I don't understand the explanation: First of all, both statements give the same information (80% : 20% = 4 : 1). Second, this information is not sufficient; the answer will depend on the total number of chips in the basket. As an example, consider the case when the basket contains 5 chips; the answer is 0.

Why is it not D? There can't be 5 chips cause we can't have fractioned chips, can we? If we had, we would get the solution anyway because we have the ratio blule to red chips, wouldn't we?

Addressing your problem - your intent is right, however what you have to realise is that you are only provided with the ratios in the quesion and not specefic values. It is easy assume that 20 out of 100 or 2 out of 10 chips are green, which is not the case here.

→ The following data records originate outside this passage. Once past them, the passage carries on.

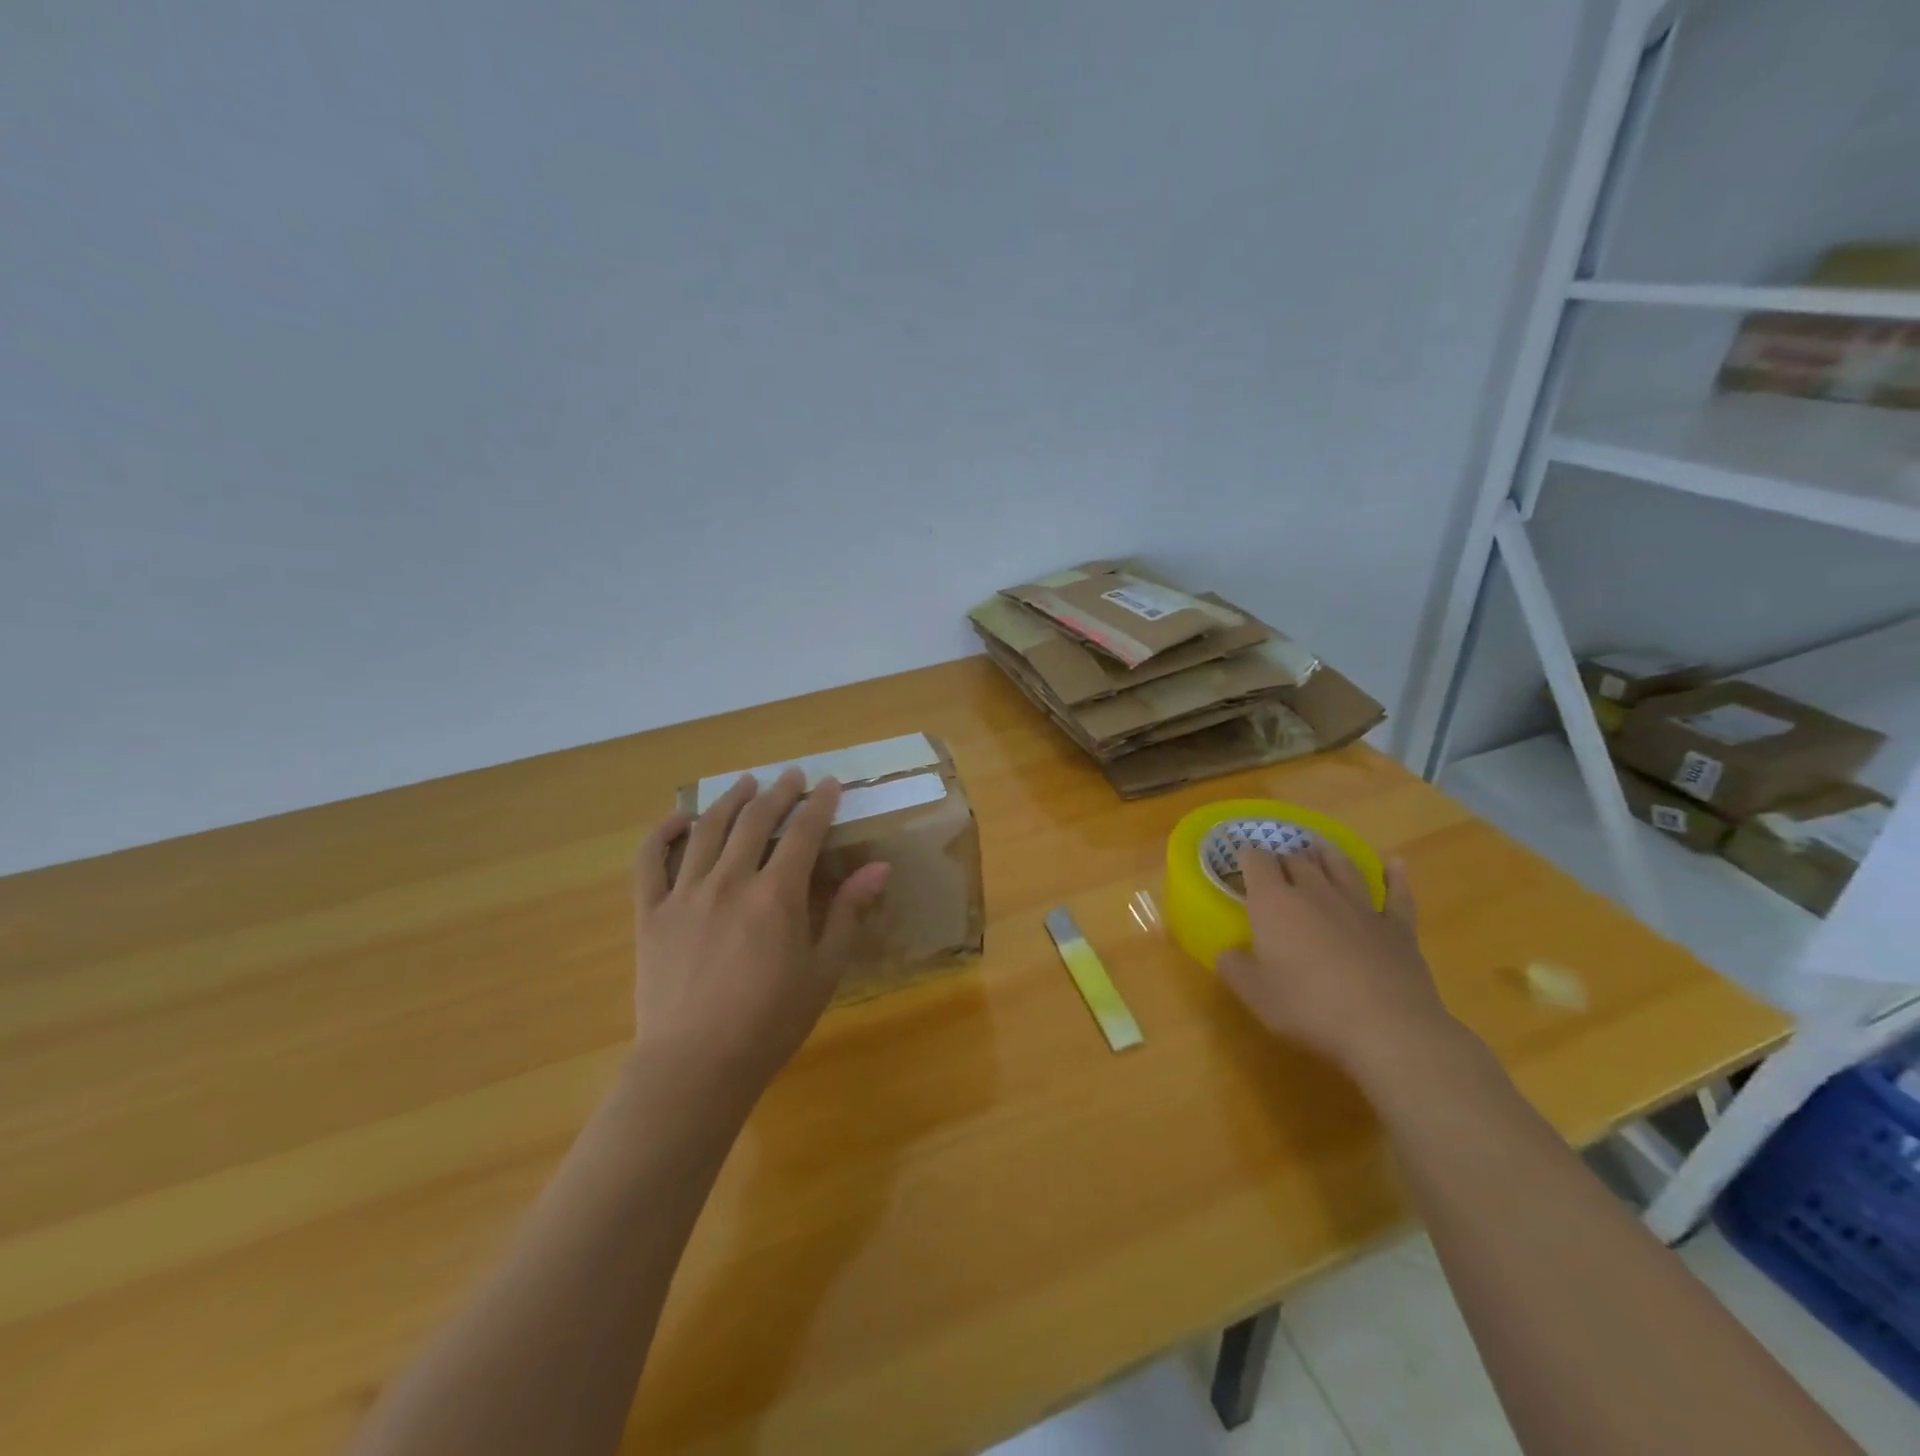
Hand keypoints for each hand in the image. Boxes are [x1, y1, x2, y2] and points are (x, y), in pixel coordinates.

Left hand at [631, 768, 890, 1097]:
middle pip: (756, 820)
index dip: (819, 804)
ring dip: (729, 800)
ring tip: (744, 783)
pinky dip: (663, 833)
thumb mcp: (823, 971)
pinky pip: (651, 861)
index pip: (804, 832)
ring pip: (708, 830)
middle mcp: (730, 881)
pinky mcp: (651, 913)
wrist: (696, 1067)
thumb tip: (879, 867)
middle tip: (791, 776)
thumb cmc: (770, 1023)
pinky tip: (679, 818)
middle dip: (778, 792)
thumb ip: (848, 913)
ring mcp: (685, 894)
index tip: (829, 784)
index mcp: (776, 896)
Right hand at [1215, 845, 1460, 1082]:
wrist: (1386, 1028)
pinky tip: (1395, 863)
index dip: (1248, 856)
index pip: (1257, 862)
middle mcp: (1315, 892)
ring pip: (1341, 866)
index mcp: (1274, 903)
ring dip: (1327, 854)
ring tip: (1319, 846)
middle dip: (1284, 857)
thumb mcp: (1254, 993)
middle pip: (1297, 860)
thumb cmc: (1309, 1007)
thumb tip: (1227, 952)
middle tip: (1277, 865)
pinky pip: (1397, 893)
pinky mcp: (1397, 927)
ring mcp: (1360, 906)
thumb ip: (1234, 966)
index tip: (1242, 860)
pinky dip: (1396, 877)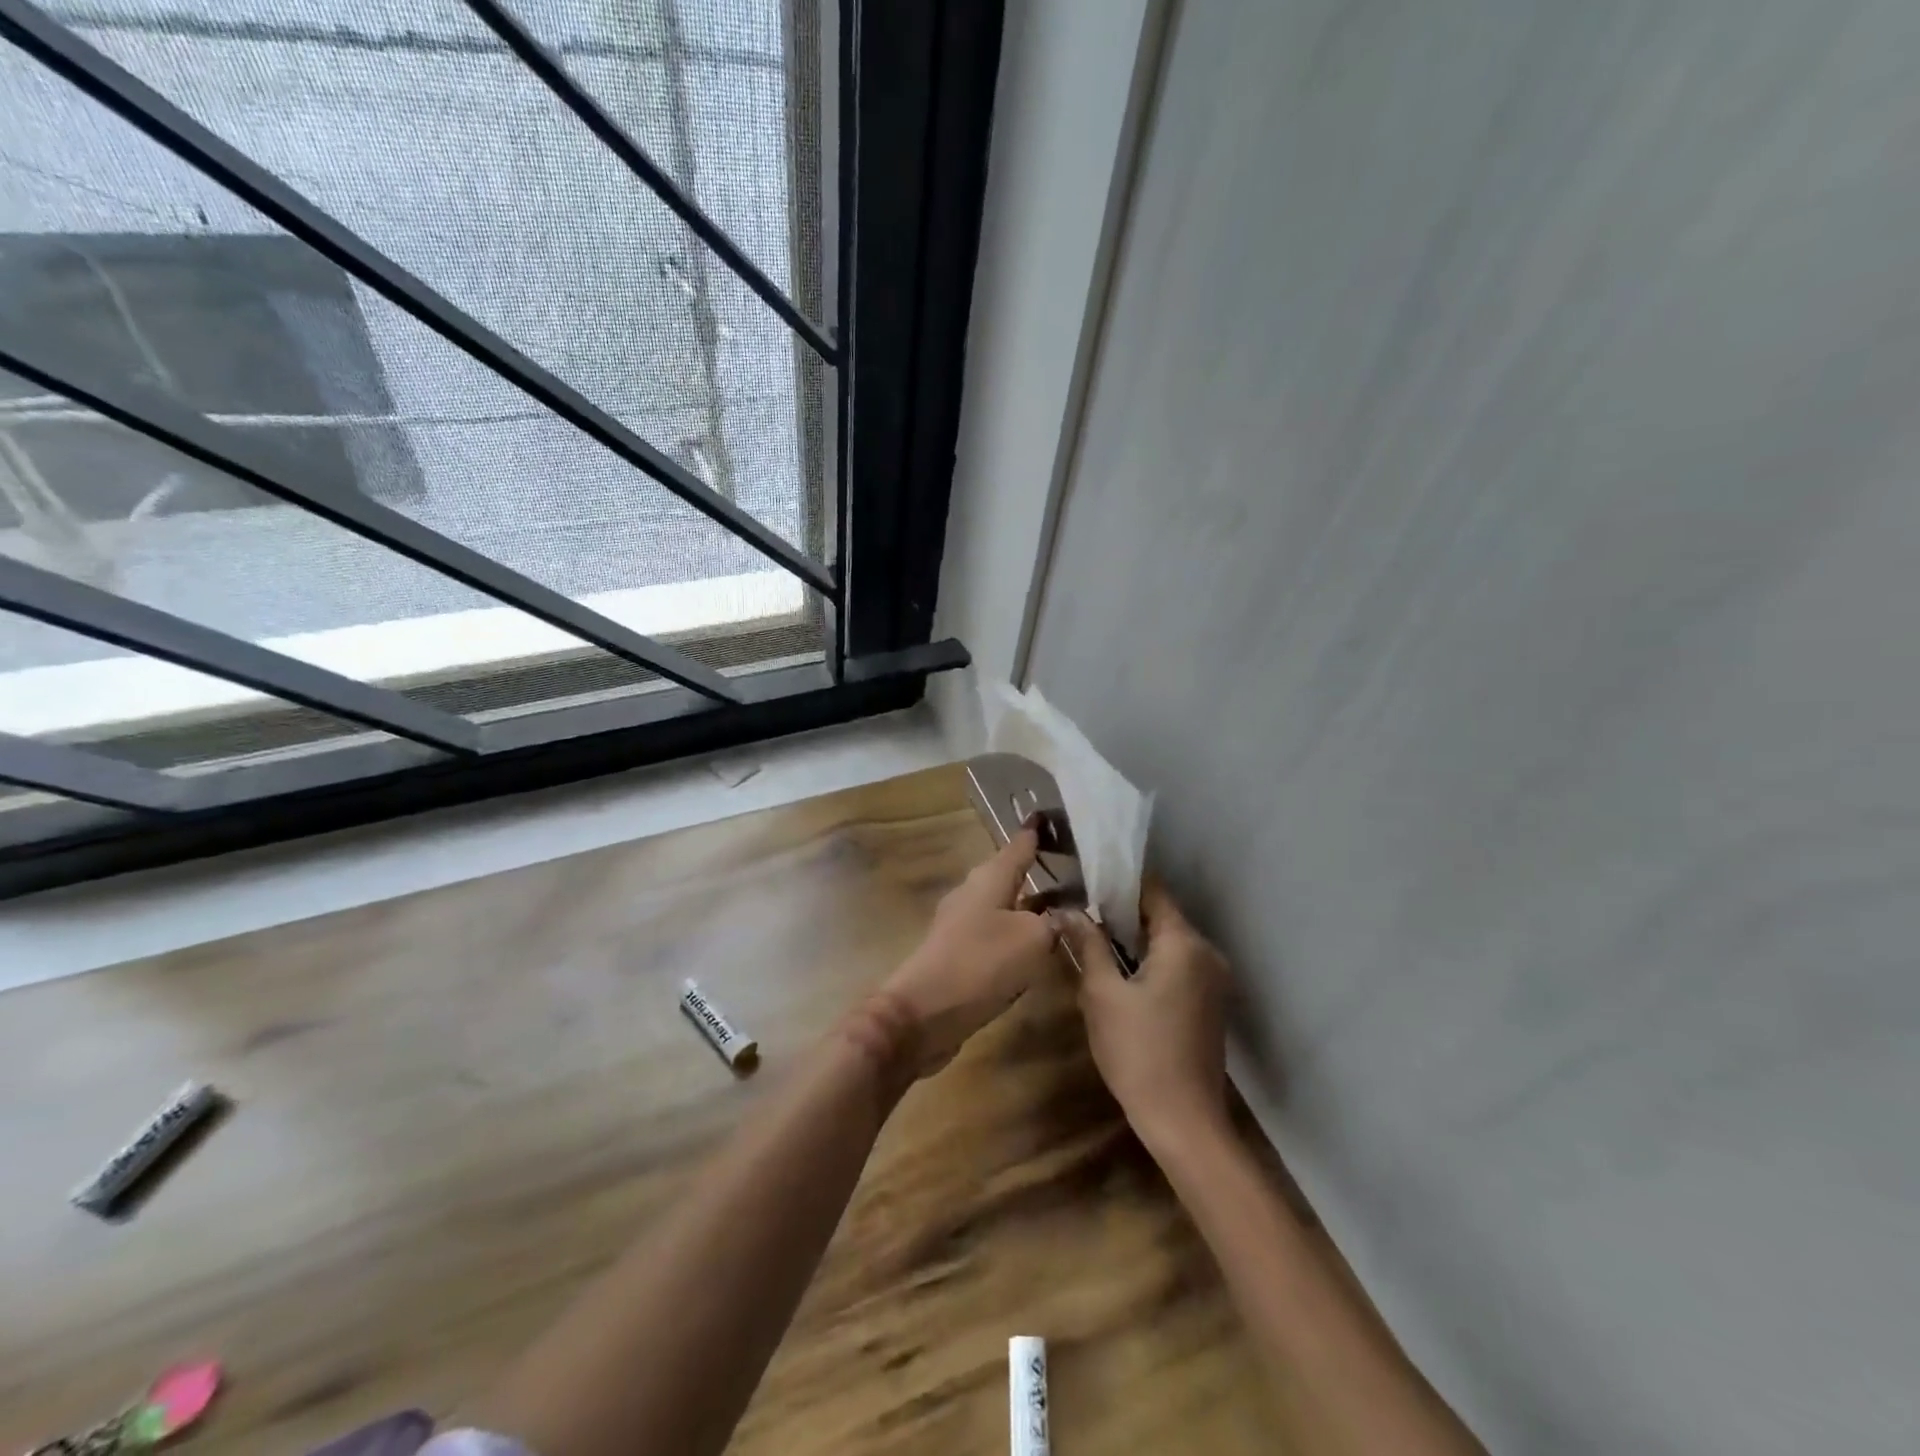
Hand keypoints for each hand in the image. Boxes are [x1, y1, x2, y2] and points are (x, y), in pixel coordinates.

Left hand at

Option 1 says - 20% of chips are green. Now this info is clearly not enough as we don't know total number of chips. So we can't say whether number of green chips are 20 or 200 or 200000. So choice 1 is clearly insufficient.

Now if you get my point above, you'd realise that Option 2 is just a re-wording of the option 1, i.e. if the ratio is 4:1, then green chips are certainly 20% of the total.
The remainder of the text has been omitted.